Deli gibi sarhoş olduğu için zar zor yattığı yerden doğrularak sinirli sinirli bir şeyler gevelemeye başladı. Ama ne yazık ki doğru düzgün tek bir kelime bile çıkarmayı beceremiyordu.

"O Umut'u var ya o Umut'u siğkerğim."

En son söylediği şeye büyük bir kahkaha patlattım. Cidden mi? Kim olduğunu mu unutmuştu yani?

"Tamam tamam sen yaparsın hadi gidelim."

"Nereye gideceğiz?"

"Kaan'ın yanına gideceğiz tabii ki, hadi."
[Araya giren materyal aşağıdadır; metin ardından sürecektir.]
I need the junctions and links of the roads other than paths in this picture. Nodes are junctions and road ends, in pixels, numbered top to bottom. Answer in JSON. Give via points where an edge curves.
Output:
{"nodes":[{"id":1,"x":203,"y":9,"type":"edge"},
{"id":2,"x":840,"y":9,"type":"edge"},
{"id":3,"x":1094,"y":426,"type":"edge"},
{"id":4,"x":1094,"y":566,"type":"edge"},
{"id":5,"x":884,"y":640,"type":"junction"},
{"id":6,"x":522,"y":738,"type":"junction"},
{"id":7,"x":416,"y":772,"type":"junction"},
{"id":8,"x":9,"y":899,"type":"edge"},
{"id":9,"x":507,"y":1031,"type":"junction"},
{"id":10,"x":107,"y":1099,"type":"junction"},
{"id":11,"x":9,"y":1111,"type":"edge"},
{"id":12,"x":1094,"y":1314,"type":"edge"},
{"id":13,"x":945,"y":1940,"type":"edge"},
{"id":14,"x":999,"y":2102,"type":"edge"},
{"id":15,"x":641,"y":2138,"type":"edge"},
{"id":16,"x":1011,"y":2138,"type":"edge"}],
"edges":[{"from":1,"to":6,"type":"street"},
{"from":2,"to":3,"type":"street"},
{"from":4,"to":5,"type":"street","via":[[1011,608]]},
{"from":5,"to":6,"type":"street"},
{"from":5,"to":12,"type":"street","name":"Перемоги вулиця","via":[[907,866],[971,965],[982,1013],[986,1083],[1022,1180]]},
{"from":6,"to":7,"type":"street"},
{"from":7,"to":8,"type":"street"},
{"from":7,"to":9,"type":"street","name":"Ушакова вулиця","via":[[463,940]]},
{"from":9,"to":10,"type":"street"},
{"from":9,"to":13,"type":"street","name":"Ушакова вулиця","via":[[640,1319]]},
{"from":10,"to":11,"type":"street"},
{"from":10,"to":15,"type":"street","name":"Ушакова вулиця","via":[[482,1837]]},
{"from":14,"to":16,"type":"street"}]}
Koluna girip onu ilerletmeye çalışırken kalktığı yere tekrar oturdu.

"Ben gidince Umut mu gelecek buraya yoksa? Hiçbir yere gitmiyorum."

"Umut sen neyden bahsediyorsun hadi kalk şurdan kimse gelmeyecek diyorum sana."

Kalkmadı.

"Başlatma Umuduna kızım gitmeyeceğim ben hiçbir yere. Nok... ta."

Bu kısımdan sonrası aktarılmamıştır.